In elementary school she was the one who cared for the classroom gerbils, guinea pig, and fish over the holidays. She always had a dog, and she wanted to bring inside the baby bunnies who were living in the family’s backyard. It’s no surprise, then, that Hautekeete practices veterinary medicine at a small animal hospital in suburban St. Louis.
She also is caring for her alma mater. As a co-class fund director, Hautekeete is helping create relationships with classmates that deepen the class of 1989’s philanthropic relationship with the College.
Ask about her philosophy and Hautekeete will explain that she and her husband, Rick, are longtime volunteers whose lives in large part are defined by giving. The two serve numerous roles at their church, from singing in the choir to assisting at services to working in the church garden and helping with the food pantry. They’ve participated in Habitat for Humanity and other service days through work and church. Rick has been a Boy Scout leader; and Larissa, who swam four years at Grinnell, volunteers her time officiating and working at swim meets.
They have also set aside a percentage of their estate for Grinnell.
“We think that everyone should have an opportunity to get the best education they can. By giving to the College we’ll be helping students at some point in the future,” she explains.
“Grinnell did a lot for me,” continues Hautekeete, who arrived on campus intent on studying math, science, or German. Besides swimming, she sang in the choir and with the Grinnell Singers, and worked all four years as a lifeguard, swim instructor or tour guide/driver for the College.
After a challenging sophomore year focused on math, she became a biology major with the goal of practicing either human or animal medicine.
“I think it was differential equations that made me think I wasn’t quite getting the math degree,” she says.
Hautekeete is the daughter of a career U.S. Army dentist.
“I’ve lived on every coast of the U.S. and in the middle, all before I was in high school,” she says.
She’s also an international traveler. Hautekeete, Rick, and their two kids spent six years in Basel, Switzerland, where the tri-lingual vet (German, English and very passable French) worked in drug safety for Novartis Animal Health.
Hautekeete earned her Doctor of Veterinary Medicine in 1993 at Iowa State University, then worked at several practices in Illinois, before earning a master’s in veterinary biosciences while working at a veterinary poison control center in Urbana-Champaign, Illinois.

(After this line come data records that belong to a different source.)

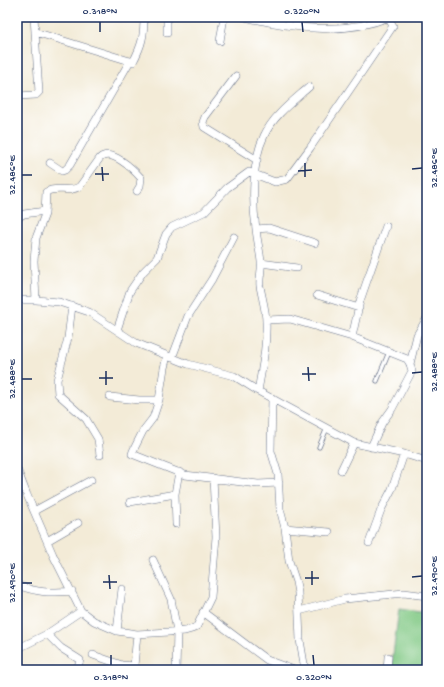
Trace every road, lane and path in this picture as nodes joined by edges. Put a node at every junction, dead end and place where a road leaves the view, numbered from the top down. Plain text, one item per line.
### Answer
1 (34, 17) edge
2 (144, 17) edge
3 (166, 17) edge
4 (224, 17) edge
5 (245, 17) edge
6 (389, 17) edge
7 (254, 18) edge
8 (35, 32) junction
9 (166, 33) dead end
10 (220, 41) dead end
11 (130, 61) junction
12 (236, 76) dead end
13 (308, 87) dead end
14 (17, 96) edge
15 (257, 160) junction
16 (50, 163) dead end
17 (255, 174) junction
18 (137, 191) dead end
19 (45, 211) junction
20 (17, 218) edge
21 (386, 226) dead end
22 (256, 229) junction
23 (234, 237) dead end
24 (315, 243) dead end
25 (261, 263) junction
26 (297, 268) dead end
27 (318, 295) dead end
28 (17, 300) edge
29 (36, 300) junction
30 (72, 306) junction
31 (359, 308) junction
32 (427, 318) edge
33 (266, 320) junction
34 (117, 330) junction
35 (352, 337) junction
36 (389, 352) junction
37 (170, 357) junction
38 (410, 364) junction
39 (377, 381) dead end
40 (258, 391) junction
41 (110, 397) dead end
42 (272, 398) junction
43 (159, 400) junction
44 (327, 428) junction
45 (354, 443) junction
46 (319, 447) dead end
47 (371, 447) junction
48 (404, 454) junction
49 (100, 455) dead end
50 (427, 461) edge
51 (17, 469) edge
52 (341, 470) dead end
53 (179, 472) junction
54 (213, 478) junction
55 (91, 480) dead end
56 (279, 483) junction
57 (176, 494) junction
58 (130, 502) dead end
59 (34, 511) junction
60 (78, 523) dead end
61 (176, 524) dead end
62 (285, 528) junction
63 (329, 532) dead end
64 (47, 541) junction
65 (369, 543) dead end
66 (153, 560) dead end
67 (17, 585) edge
68 (122, 589) dead end
69 (72, 591) junction
70 (427, 596) edge
71 (299, 610) junction
72 (81, 611) junction
73 (203, 612) junction
74 (117, 631) junction
75 (177, 631) junction
76 (46, 634) junction
77 (137, 634) junction
78 (17, 649) edge
79 (93, 655) dead end
80 (388, 657) dead end
81 (77, 670) edge
82 (176, 670) edge
83 (294, 670) edge
84 (305, 670) edge
85 (387, 670) edge

1 - 8 street
2 - 11 street
3 - 9 street
4 - 10 street
5 - 7 street
6 - 7 street
6 - 17 street
8 - 11 street
8 - 14 street
11 - 16 street
12 - 15 street
13 - 15 street
15 - 17 street
17 - 22 street
17 - 34 street
18 - 19 street
19 - 20 street
19 - 29 street
21 - 31 street
22 - 24 street
22 - 25 street
23 - 37 street
25 - 26 street
25 - 33 street
27 - 31 street
28 - 29 street
29 - 30 street
30 - 34 street
30 - 49 street
31 - 35 street
32 - 38 street
33 - 35 street
33 - 40 street
34 - 37 street
35 - 36 street
36 - 38 street
36 - 39 lane
37 - 40 street
37 - 43 street
38 - 47 street
40 - 42 street
41 - 43 street
42 - 44 street
42 - 56 street
43 - 53 street
44 - 45 street
44 - 46 lane
45 - 47 street
45 - 52 street
47 - 48 street
48 - 50 street
48 - 65 street
51 - 59 street
53 - 54 street
53 - 57 street
54 - 56 street
54 - 73 street
55 - 59 street
56 - 62 street
57 - 58 street
57 - 61 street
59 - 64 street
60 - 64 street
62 - 63 street
62 - 71 street
64 - 69 street
66 - 75 street
67 - 69 street
68 - 74 street
69 - 72 street
70 - 71 street
71 - 84 street
72 - 74 street
72 - 76 street
73 - 75 street
73 - 83 street
74 - 77 street
75 - 77 street
75 - 82 street
76 - 78 street
76 - 81 street
77 - 79 street
80 - 85 street

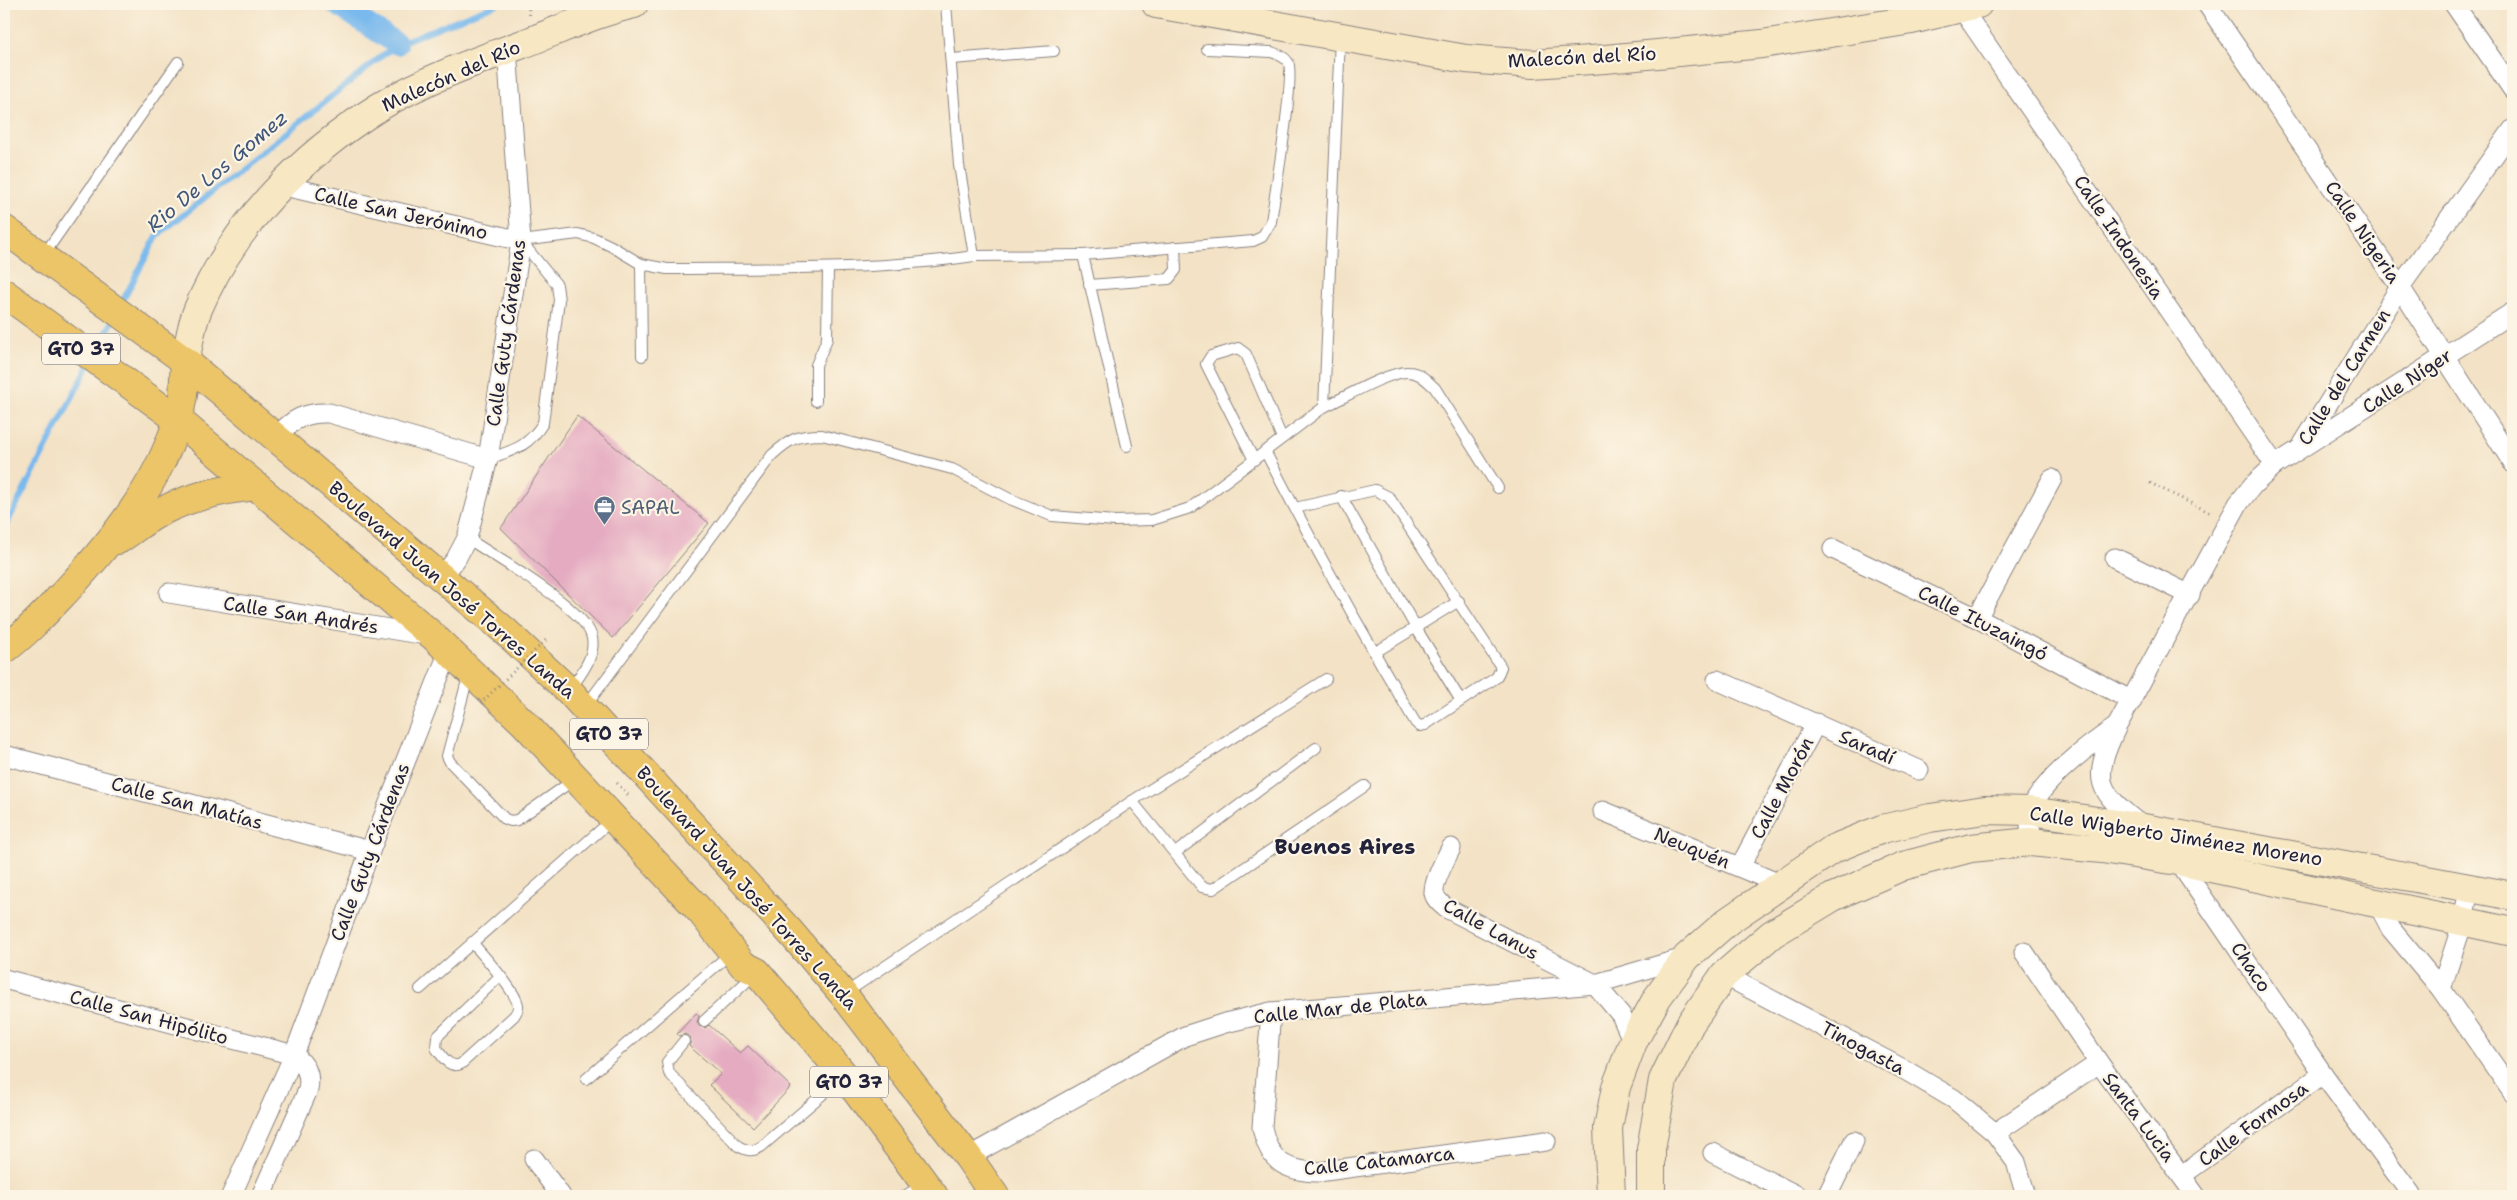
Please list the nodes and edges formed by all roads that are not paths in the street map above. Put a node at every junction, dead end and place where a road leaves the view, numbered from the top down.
1 (634, 4) edge
2 (946, 4) edge
3 (1156, 4) edge
4 (2207, 4) edge
5 (2454, 4) edge
6 (1970, 6) edge
7 (1340, 37) junction
8 (1207, 49) dead end
9 (507, 50) junction
10 (1054, 51) dead end
11 (952, 59) junction
12 (178, 62) dead end
13 (2513, 90) edge
14 (2513, 130) edge
15 (280, 185) junction
16 (4, 229) edge
17 (521, 241) junction
18 (1175, 247) junction
19 (1083, 255) junction
20 (974, 256) junction
21 (49, 261) junction
22 (641, 264) junction
23 (828, 268) junction
24 (1089, 285) junction
25 (2400, 287) junction
26 (4, 293) edge
27 (2513, 312) edge
28 (642, 356) dead end
29 (2446, 356) junction
30 (185, 361) junction
31 (816, 401) dead end
32 (1324, 407) junction
33 (177, 419) junction
34 (277, 436) junction
35 (1282, 438) junction
36 (1127, 446) dead end
37 (2300, 450) junction
38 (1265, 451) junction
39 (488, 459) junction
40 (1254, 460) junction
41 (2513, 463) edge
42 (2276, 465) junction
43 (2052, 479) dead end
44 (256, 486) junction
45 (1498, 488) dead end
46 (1341, 496) junction
47 (1295, 508) junction
48 (467, 538) junction
49 (106, 547) junction
50 (1833, 549) dead end
51 (2115, 558) dead end
52 (442, 577) junction
53 (169, 593) dead end
54 (2190, 595) junction
55 (1459, 601) junction
56 (1978, 618) junction
57 (1416, 628) junction
58 (441, 644) junction
59 (4, 650) edge
60 (1374, 653) junction
61 (469, 669) junction
62 (1326, 680) dead end
63 (1717, 680) dead end
64 (577, 699) junction
65 (1462, 701) junction
66 (2132, 701) junction
67 (1816, 724) junction
68 (2117, 726) junction
69 (1316, 748) dead end
70 (4, 755) edge
71 (1919, 770) dead end
72 (576, 778) junction
73 (1365, 786) dead end
74 (1132, 801) junction
75 (1603, 811) dead end
76 (2031, 811) junction
77 (614, 819) junction
78 (2144, 828) junction
79 (2030, 842) junction
80 (1451, 848) dead end
81 (370, 851) junction
82 (1175, 854) junction
83 (2178, 861) junction
84 (1740, 867) junction
85 (1780, 884) junction
86 (2469, 888) junction
87 (2513, 896) edge
88 (2378, 904) junction
89 (2464, 922) junction
90 (2513, 932) edge
91 (472, 942) junction
92 (733, 952) junction
93 (2024, 952) dead end
94 (1687, 957) junction
95 (757, 972) junction
96 (1724, 975) junction
97 (500, 976) junction
98 (4, 979) edge
99 (1595, 984) junction
100 (420, 988) dead end
101 (2441, 989) junction
102 (843, 994) junction
103 (1271, 1012) junction
104 (704, 1021) dead end
105 (684, 1041) dead end
106 (1632, 1042) junction
107 (294, 1055) junction
108 (2099, 1063) junction
109 (2323, 1074) junction
110 (845, 1076) junction
111 (586, 1080) dead end
112 (2513, 1093) edge
113 (1995, 1133) junction
114 (1546, 1141) dead end
115 (1854, 1142) dead end
116 (1713, 1153) dead end
117 (968, 1157) junction
118 (534, 1159) dead end
119 (2182, 1175) junction
120 (921, 1192) edge
121 (2411, 1194) dead end
122 (230, 1196) edge
123 (261, 1196) edge
124 (561, 1196) edge
125 (996, 1196) edge
126 (1611, 1196) edge
127 (1651, 1196) edge
128 (1798, 1196) edge
129 (1827, 1196) edge
130 (2026, 1196) edge
131 (2196, 1196) edge

1 - 9 street, Malecón del Río
2 - 11 lane
3 - 7 street, Malecón del Río
4 - 25 street, Calle Nigeria
5 - 13 street
6 - 7 street, Malecón del Río
6 - 42 street, Calle Indonesia
7 - 32 lane
8 - 18 lane
9 - 15 street, Malecón del Río
9 - 17 street, Calle Guty Cárdenas
10 - 11 lane
11 - 20 lane
12 - 21 lane
14 - 25 street, Calle del Carmen
15 - 17 street, Calle San Jerónimo
15 - 30 street, Malecón del Río
16 - 21 main road, Boulevard Juan José Torres Landa / GTO 37
17 - 22 lane
17 - 39 street, Calle Guty Cárdenas
17 - 39 lane
18 - 19 lane
18 - 24 lane
19 - 20 lane
19 - 24 lane
20 - 23 lane
21 - 30 main road, Boulevard Juan José Torres Landa / GTO 37
22 - 23 lane
22 - 28 lane
23 - 31 lane
24 - 36 lane
25 - 29 street, Calle Nigeria
25 - 37 street, Calle del Carmen
26 - 33 main road, GTO 37
27 - 29 street, Calle Níger
29 - 37 street, Calle Níger
29 - 41 street, Calle Nigeria
30 - 33 main road
30 - 34 main road, Boulevard Juan José Torres Landa / GTO 37
32 - 35 lane
32 - 45 lane
33 - 44 main road, GTO 37
33 - 49 main road
34 - 39 street
34 - 52 main road, Boulevard Juan José Torres Landa / GTO 37
35 - 38 lane
35 - 40 lane
37 - 42 street, Calle del Carmen
38 - 40 lane
38 - 47 lane
39 - 48 street, Calle Guty Cárdenas
40 - 64 lane
42 - 54 street, Calle del Carmen
43 - 56 street
44 - 49 main road
44 - 58 main road, GTO 37
46 - 47 lane
46 - 55 lane
46 - 57 lane
47 - 60 lane
48 - 52 street, Calle Guty Cárdenas
48 - 64 lane
49 - 59 main road
50 - 56 street, Calle Ituzaingó
51 - 54 street
52 - 64 main road, Boulevard Juan José Torres Landa / GTO 37
53 - 58 street, Calle San Andrés
54 - 66 street, Calle del Carmen
55 - 57 lane
55 - 65 lane
56 - 66 street, Calle Ituzaingó
57 - 60 lane
57 - 65 lane
58 - 61 main road, GTO 37
58 - 81 street, Calle Guty Cárdenas
60 - 65 lane
61 - 72 main road, GTO 37
61 - 72 lane
62 - 74 lane
63 - 67 street, Calle Morón
64 - 102 main road, Boulevard Juan José Torres Landa / GTO 37
66 - 68 street, Calle del Carmen
67 - 71 street, Saradí
67 - 84 street, Calle Morón
68 - 76 street, Calle del Carmen
68 - 78 street, Calle del Carmen
69 - 82 lane
70 - 81 street, Calle San Matías
72 - 77 main road, GTO 37
73 - 82 lane
74 - 82 lane
74 - 102 lane
75 - 84 street, Neuquén
76 - 78 street, Calle Wigberto Jiménez Moreno
76 - 79 street, Calle del Carmen
76 - 85 street, Calle Wigberto Jiménez Moreno
77 - 91 lane
77 - 92 main road, GTO 37
78 - 86 street, Calle Wigberto Jiménez Moreno
79 - 83 street, Calle Wigberto Jiménez Moreno
79 - 96 street, Calle Wigberto Jiménez Moreno
80 - 99 street, Calle Lanus
81 - 107 street, Calle Guty Cárdenas
83 - 88 street, Calle Wigberto Jiménez Moreno
83 - 109 street, Chaco
84 - 85 street, Neuquén
85 - 94 street, Calle Wigberto Jiménez Moreno
86 - 87 street, Calle Wigberto Jiménez Moreno
86 - 89 street
88 - 89 street, Calle Wigberto Jiménez Moreno
88 - 101 street
89 - 90 street, Calle Wigberto Jiménez Moreno
89 - 101 street
91 - 97 lane
91 - 100 lane
92 - 95 main road, GTO 37
92 - 111 lane
93 - 108 street, Santa Lucia
94 - 99 street, Calle Mar de Plata
94 - 106 street, Calle Wigberto Jiménez Moreno
95 - 104 lane
95 - 110 main road, GTO 37
96 - 113 street, Tinogasta
96 - 127 street, Calle Wigberto Jiménez Moreno
97 - 97 lane
98 - 107 street, Calle San Hipólito
99 - 103 street, Calle Mar de Plata
99 - 106 street
101 - 112 street
102 - 117 main road, Boulevard Juan José Torres Landa / GTO 37
103 - 114 street, Calle Catamarca
103 - 117 street, Calle Mar de Plata
105 - 110 lane
106 - 126 street, Calle Wigberto Jiménez Moreno
107 - 122 street, Calle Guty Cárdenas
107 - 123 street
108 - 113 street
108 - 119 street, Santa Lucia
109 - 119 street, Calle Formosa
109 - 121 street, Chaco
110 - 120 main road, GTO 37
113 - 130 street, Tinogasta
115 - 129 street
116 - 128 street
117 - 125 main road, Boulevard Juan José Torres Landa / GTO 37
118 - 124 street
119 - 131 street, Santa Lucia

While she has plenty of stories about traveling – one of her favorite things to do in a foreign country is to visit grocery stores to see what locals eat – Hautekeete has more than a few animal stories, too. As a vet student, for example, she completed a short internship in rural Iowa. A client brought in a duck that had been attacked by a fox. She saved the duck’s life by amputating a badly injured leg and the duck went on to live another year, until it was attacked once more by a fox, this time fatally.
And at her first job, she was sent on an emergency equine call – her first ever – to treat a foal who’d been kicked in the head by a mare.
“I wasn’t keen on treating horses,” she admits. “They can be a little bit dangerous.”
She successfully anesthetized the foal, stitched its head, and avoided getting kicked, all while assuring the worried owner that everything would be fine.
These days, between raising two teens, volunteering, and working, the Hautekeetes have just one animal at home, a well-treated dog.
She likes being a class fund director.
“I enjoyed my time at Grinnell, and I know as many people as possible need help with college funding,” she says. “That’s why I do it.”